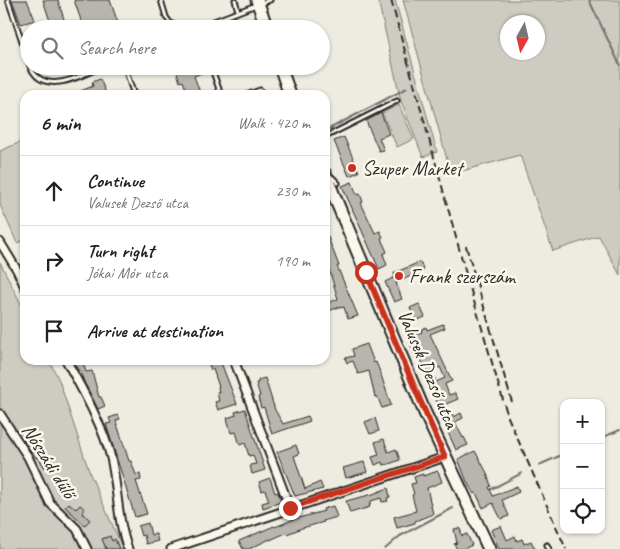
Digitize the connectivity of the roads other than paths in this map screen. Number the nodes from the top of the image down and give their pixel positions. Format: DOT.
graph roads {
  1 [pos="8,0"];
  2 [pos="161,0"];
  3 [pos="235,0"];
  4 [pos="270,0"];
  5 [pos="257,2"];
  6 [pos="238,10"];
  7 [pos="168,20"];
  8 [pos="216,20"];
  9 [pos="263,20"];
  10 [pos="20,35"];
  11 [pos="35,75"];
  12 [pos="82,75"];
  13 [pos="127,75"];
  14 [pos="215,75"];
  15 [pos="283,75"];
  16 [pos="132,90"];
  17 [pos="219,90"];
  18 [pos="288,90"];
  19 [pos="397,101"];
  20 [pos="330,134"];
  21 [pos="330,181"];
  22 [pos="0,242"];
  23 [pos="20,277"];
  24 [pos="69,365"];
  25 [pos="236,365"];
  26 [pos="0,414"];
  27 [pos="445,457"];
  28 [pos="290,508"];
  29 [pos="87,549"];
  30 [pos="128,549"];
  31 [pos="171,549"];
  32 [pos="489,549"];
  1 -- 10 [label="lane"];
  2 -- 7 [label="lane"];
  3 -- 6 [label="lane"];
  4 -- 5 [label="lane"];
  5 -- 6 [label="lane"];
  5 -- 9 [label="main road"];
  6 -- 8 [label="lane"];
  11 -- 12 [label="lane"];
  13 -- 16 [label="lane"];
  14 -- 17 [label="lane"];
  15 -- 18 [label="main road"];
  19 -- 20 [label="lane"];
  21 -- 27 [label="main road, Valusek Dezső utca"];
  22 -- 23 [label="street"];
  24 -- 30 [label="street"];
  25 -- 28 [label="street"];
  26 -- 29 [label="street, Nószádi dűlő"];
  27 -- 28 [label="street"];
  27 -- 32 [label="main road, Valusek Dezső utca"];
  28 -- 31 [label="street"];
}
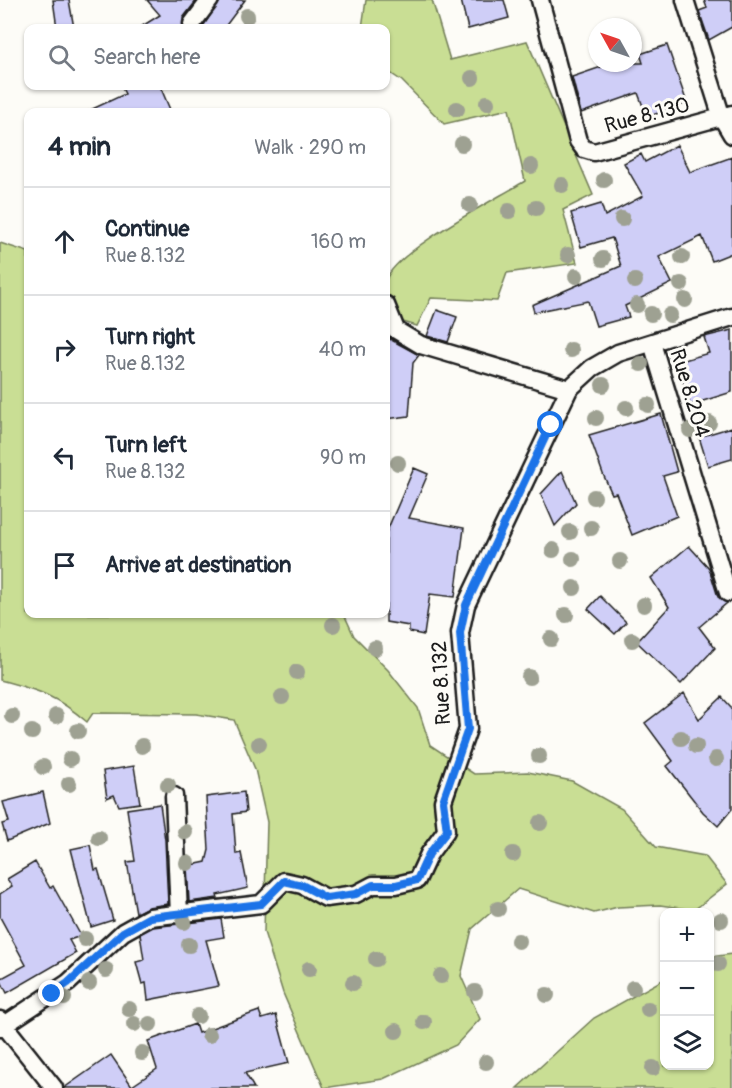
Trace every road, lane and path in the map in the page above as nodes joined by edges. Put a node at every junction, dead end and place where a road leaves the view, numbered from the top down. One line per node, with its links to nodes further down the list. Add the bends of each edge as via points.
________________
What the exercise asks: The records above are to be restated exactly, without their pictures.

Response area:
Digitize the connectivity of the roads other than paths in this map screen. Number the nodes from the top of the image down and give their pixel positions. Format: DOT.
graph roads {
  1 [pos="8,0"];
  2 [pos="161,0"];
  3 [pos="235,0"];
  4 [pos="270,0"];
  5 [pos="257,2"];
  6 [pos="238,10"];
  7 [pos="168,20"];
  8 [pos="216,20"];
  9 [pos="263,20"];
  10 [pos="20,35"];
  11 [pos="35,75"];
  12 [pos="82,75"];
  13 [pos="127,75"];
  14 [pos="215,75"];
  15 [pos="283,75"];
  16 [pos="132,90"];
  17 [pos="219,90"];
  18 [pos="288,90"];
  19 [pos="397,101"];
  20 [pos="330,134"];
  21 [pos="330,181"];
  22 [pos="0,242"];
  23 [pos="20,277"];
  24 [pos="69,365"];
  25 [pos="236,365"];
  26 [pos="0,414"];
  27 [pos="445,457"];
  28 [pos="290,508"];
  29 [pos="87,549"];
  30 [pos="128,549"];
  31 [pos="171,549"];
  32 [pos="489,549"];
  1 -- 10 [label="lane"];
  2 -- 7 [label="lane"];
  3 -- 6 [label="lane"];
  4 -- 5 [label="lane"];
  5 -- 6 [label="lane"];
  5 -- 9 [label="main road"];
  6 -- 8 [label="lane"];
  11 -- 12 [label="lane"];
  13 -- 16 [label="lane"];
  14 -- 17 [label="lane"];
  15 -- 18 [label="main road"];
  19 -- 20 [label="lane"];
  21 -- 27 [label="main road, Valusek Dezső utca"];
  22 -- 23 [label="street"];
  24 -- 30 [label="street"];
  25 -- 28 [label="street"];
  26 -- 29 [label="street, Nószádi dűlő"];
  27 -- 28 [label="street"];
  27 -- 32 [label="main road, Valusek Dezső utca"];
  28 -- 31 [label="street"];
}
Trace every road, lane and path in the map in the page above as nodes joined by edges. Put a node at every junction, dead end and place where a road leaves the view, numbered from the top down. One line per node, with its links to nodes further down the list. Add the bends of each edge as via points.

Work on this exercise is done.